■ **Work required**
All entries must be transcribed exactly, down to the last character.

----- Data -----

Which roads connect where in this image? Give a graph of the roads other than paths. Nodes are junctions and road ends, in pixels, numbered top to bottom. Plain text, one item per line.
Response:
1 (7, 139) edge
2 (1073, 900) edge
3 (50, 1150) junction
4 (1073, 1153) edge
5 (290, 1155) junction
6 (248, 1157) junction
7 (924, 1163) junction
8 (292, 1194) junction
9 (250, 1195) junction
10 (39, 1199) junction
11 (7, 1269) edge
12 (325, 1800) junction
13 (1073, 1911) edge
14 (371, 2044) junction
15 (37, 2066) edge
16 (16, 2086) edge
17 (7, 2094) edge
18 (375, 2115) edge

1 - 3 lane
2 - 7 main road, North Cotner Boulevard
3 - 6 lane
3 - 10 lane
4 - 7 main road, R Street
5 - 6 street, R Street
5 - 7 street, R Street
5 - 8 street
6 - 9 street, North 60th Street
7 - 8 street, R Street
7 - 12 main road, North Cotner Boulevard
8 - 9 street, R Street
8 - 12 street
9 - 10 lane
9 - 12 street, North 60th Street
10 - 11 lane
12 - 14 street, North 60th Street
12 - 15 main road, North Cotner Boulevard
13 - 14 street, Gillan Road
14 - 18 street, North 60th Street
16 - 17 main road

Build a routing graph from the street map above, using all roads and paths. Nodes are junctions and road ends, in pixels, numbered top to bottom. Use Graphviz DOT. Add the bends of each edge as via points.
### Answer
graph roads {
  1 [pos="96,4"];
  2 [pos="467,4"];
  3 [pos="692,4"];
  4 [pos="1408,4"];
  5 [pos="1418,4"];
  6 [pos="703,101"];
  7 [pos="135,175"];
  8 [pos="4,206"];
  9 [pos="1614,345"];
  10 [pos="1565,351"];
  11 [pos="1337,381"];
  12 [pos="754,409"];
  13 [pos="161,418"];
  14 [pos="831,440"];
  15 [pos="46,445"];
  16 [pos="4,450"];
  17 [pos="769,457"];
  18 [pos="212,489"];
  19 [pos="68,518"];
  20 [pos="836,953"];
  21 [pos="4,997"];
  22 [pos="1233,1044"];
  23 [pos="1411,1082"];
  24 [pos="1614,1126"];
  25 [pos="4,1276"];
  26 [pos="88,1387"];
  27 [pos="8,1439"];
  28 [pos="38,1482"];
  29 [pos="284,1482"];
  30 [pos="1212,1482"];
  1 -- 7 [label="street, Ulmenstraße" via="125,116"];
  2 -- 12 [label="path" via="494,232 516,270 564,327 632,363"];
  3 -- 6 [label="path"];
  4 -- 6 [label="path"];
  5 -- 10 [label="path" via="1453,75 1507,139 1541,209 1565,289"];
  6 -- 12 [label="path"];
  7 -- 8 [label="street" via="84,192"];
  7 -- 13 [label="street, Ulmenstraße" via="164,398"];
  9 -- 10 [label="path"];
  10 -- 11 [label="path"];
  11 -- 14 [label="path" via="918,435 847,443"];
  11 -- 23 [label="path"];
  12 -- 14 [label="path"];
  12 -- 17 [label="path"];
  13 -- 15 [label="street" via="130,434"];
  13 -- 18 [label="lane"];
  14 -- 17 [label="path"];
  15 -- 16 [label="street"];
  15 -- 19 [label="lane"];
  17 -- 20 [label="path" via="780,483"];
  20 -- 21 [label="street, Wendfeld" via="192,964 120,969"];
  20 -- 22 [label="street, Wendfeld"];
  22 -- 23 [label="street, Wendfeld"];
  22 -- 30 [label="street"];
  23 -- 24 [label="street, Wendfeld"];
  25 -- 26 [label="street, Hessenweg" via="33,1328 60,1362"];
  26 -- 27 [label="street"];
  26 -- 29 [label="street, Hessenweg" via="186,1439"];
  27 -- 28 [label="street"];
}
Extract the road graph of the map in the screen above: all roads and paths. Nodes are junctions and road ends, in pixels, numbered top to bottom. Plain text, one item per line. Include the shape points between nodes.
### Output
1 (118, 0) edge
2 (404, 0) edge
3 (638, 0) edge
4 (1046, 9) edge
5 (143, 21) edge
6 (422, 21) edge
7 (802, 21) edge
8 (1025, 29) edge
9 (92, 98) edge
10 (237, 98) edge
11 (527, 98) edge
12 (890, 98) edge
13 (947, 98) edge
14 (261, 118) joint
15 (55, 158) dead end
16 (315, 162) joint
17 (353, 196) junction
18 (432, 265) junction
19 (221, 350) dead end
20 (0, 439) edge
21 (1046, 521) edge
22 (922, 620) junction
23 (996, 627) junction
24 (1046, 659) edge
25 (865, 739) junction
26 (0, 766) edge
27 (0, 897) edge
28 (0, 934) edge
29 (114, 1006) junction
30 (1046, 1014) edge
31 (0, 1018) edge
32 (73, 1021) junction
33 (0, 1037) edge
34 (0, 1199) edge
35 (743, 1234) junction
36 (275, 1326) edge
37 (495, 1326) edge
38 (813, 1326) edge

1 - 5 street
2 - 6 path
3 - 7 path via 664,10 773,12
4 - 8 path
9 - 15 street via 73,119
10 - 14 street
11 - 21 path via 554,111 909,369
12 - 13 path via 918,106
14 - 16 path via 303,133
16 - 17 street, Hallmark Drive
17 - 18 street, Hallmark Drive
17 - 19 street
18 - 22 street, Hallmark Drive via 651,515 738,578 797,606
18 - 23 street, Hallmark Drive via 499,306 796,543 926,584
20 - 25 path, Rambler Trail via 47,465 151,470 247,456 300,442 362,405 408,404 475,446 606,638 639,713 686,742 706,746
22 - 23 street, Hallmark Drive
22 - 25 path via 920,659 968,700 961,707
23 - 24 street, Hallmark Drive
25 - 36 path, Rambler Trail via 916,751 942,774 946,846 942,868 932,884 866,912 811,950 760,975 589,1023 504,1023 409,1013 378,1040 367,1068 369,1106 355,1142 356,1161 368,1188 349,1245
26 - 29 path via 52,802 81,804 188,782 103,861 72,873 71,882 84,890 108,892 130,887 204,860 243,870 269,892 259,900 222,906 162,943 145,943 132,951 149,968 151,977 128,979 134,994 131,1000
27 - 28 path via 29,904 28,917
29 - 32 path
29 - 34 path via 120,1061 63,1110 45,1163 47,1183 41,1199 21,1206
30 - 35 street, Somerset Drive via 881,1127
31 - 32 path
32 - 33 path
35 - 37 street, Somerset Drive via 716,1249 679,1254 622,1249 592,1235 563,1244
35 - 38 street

-----

■ **Result of this exercise**
Which roads connect where in this image? Give a graph of the roads other than paths. Nodes are junctions and road ends, in pixels, numbered top to bottom. Plain text, one item per line.
Response:
1 (7, 139) edge
2 (1073, 900) edge
3 (50, 1150) junction
4 (1073, 1153) edge
5 (290, 1155) junction
6 (248, 1157) junction
7 (924, 1163) junction
8 (292, 1194) junction
9 (250, 1195) junction
10 (39, 1199) junction
11 (7, 1269) edge
12 (325, 1800) junction
13 (1073, 1911) edge
14 (371, 2044) junction
15 (37, 2066) edge
16 (16, 2086) edge
17 (7, 2094) edge
18 (375, 2115) edge

1 - 3 lane
2 - 7 main road, North Cotner Boulevard
3 - 6 lane
3 - 10 lane
4 - 7 main road, R Street
5 - 6 street, R Street
5 - 7 street, R Street
5 - 8 street
6 - 9 street, North 60th Street
7 - 8 street, R Street
7 - 12 main road, North Cotner Boulevard
8 - 9 street, R Street
8 - 12 street
9 - 10 lane
9 - 12 street, North 60th Street
10 - 11 lane
12 - 14 street, North 60th Street
12 - 15 main road, North Cotner Boulevard
13 - 14 street, Gillan Road
14 - 18 street, North 60th Street
16 - 17 main road

Build a routing graph from the street map above, using all roads and paths. Nodes are junctions and road ends, in pixels, numbered top to bottom. Use Graphviz DOT. Add the bends of each edge as via points.
### Answer
graph roads {
  1 [pos="96,4"];
  2 [pos="467,4"];
  3 [pos="692,4"];
  4 [pos="1408,4"];
  5 [pos="1418,4"];
  6 [pos="703,101"];
  7 [pos="135,175"];
  8 [pos="4,206"];
  9 [pos="1614,345"];
  10 [pos="1565,351"];
  11 [pos="1337,381"];
  12 [pos="754,409"];
  13 [pos="161,418"];
  14 [pos="831,440"];
  15 [pos="46,445"];
  16 [pos="4,450"];
  17 [pos="769,457"];
  18 [pos="212,489"];
  19 [pos="68,518"];
  20 [pos="836,953"];
  21 [pos="4,997"];
  22 [pos="1233,1044"];
  23 [pos="1411,1082"];
  24 [pos="1614,1126"];
  25 [pos="4,1276"];
  26 [pos="88,1387"];
  27 [pos="8,1439"];
  28 [pos="38,1482"];
  29 [pos="284,1482"];
  30 [pos="1212,1482"];
  1 -- 7 [label="street, Ulmenstraße" via="125,116"];
  2 -- 12 [label="path" via="494,232 516,270 564,327 632,363"];
  3 -- 6 [label="path"];
  4 -- 6 [label="path"];
  5 -- 10 [label="path" via="1453,75 1507,139 1541,209 1565,289"];
  6 -- 12 [label="path"];
  7 -- 8 [label="street" via="84,192"];
  7 -- 13 [label="street, Ulmenstraße" via="164,398"];
  9 -- 10 [label="path"];
  10 -- 11 [label="path"];
  11 -- 14 [label="path" via="918,435 847,443"];
  11 -- 23 [label="path"];
  12 -- 14 [label="path"];
  12 -- 17 [label="path"];
  13 -- 15 [label="street" via="130,434"];
  13 -- 18 [label="lane"];
  14 -- 17 [label="path"];
  15 -- 16 [label="street"];
  15 -- 19 [label="lane"];
  17 -- 20 [label="path" via="780,483"];
  20 -- 21 [label="street, Wendfeld" via="192,964 120,969"];
  20 -- 22 [label="street, Wendfeld"];
  22 -- 23 [label="street, Wendfeld"];
  22 -- 30 [label="street"];
  23 -- 24 [label="street, Wendfeld"];
  25 -- 26 [label="street, Hessenweg" via="33,1328 60,1362"];
  26 -- 27 [label="street"];
  26 -- 29 [label="street, Hessenweg" via="186,1439"];
  27 -- 28 [label="street"];
}
Extract the road graph of the map in the screen above: all roads and paths. Nodes are junctions and road ends, in pixels, numbered top to bottom. Plain text, one item per line. Include the shape points between nodes.
### Output
1 (118, 0) edge
2 (404, 0) edge
3 (638, 0) edge
4 (1046, 9) edge
5 (143, 21) edge
6 (422, 21) edge
7 (802, 21) edge
8 (1025, 29) edge
9 (92, 98) edge
10 (237, 98) edge
11 (527, 98) edge
12 (890, 98) edge
13 (947, 98) edge
14 (261, 118) joint
15 (55, 158) dead end
16 (315, 162) joint
17 (353, 196) junction
18 (432, 265) junction
19 (221, 350) dead end
20 (0, 439) edge
21 (1046, 521) edge
22 (922, 620) junction
23 (996, 627) junction
24 (1046, 659) edge
25 (865, 739) junction
26 (0, 766) edge
27 (0, 897) edge
28 (0, 934) edge
29 (114, 1006) junction
30 (1046, 1014) edge
31 (0, 1018) edge
32 (73, 1021) junction
33 (0, 1037) edge
34 (0, 1199) edge
35 (743, 1234) junction
36 (275, 1326) edge
37 (495, 1326) edge
38 (813, 1326) edge

1 - 5 street
2 - 6 path
3 - 7 path via 664,10 773,12
4 - 8 path
9 - 15 street via 73,119
10 - 14 street
11 - 21 path via 554,111 909,369
12 - 13 path via 918,106
14 - 16 path via 303,133
16 - 17 street, Hallmark Drive
17 - 18 street, Hallmark Drive
17 - 19 street
18 - 22 street, Hallmark Drive via 651,515 738,578 797,606
18 - 23 street, Hallmark Drive via 499,306 796,543 926,584
20 - 25 path, Rambler Trail via 47,465 151,470 247,456 300,442 362,405 408,404 475,446 606,638 639,713 686,742 706,746
22 - 23 street, Hallmark Drive
22 - 25 path via 920,659 968,700 961,707
23 - 24 street, Hallmark Drive
25 - 36 path, Rambler Trail via 916,751 942,774 946,846 942,868 932,884 866,912 811,950 760,975 589,1023 504,1023 409,1013 378,1040 367,1068 369,1106 355,1142 356,1161 368,1188 349,1245
26 - 29 path via 52,802 81,804 188,782 103,861 72,873 71,882 84,890 108,892 130,887 204,860 243,870 269,892 259,900 222,906 162,943 145,943 132,951 149,968 151,977 128,979 134,994 131,1000
27 - 28 path via 29,904 28,917
29 - 32 path
29 - 34 path via 120,1061 63,1110 45,1163 47,1183 41,1199 21,1206
30 - 35 street, Somerset Drive via 881,1127
31 - 32 path
32 - 33 path
35 - 37 street, Somerset Drive via 716,1249 679,1254 622,1249 592,1235 563,1244
35 - 38 street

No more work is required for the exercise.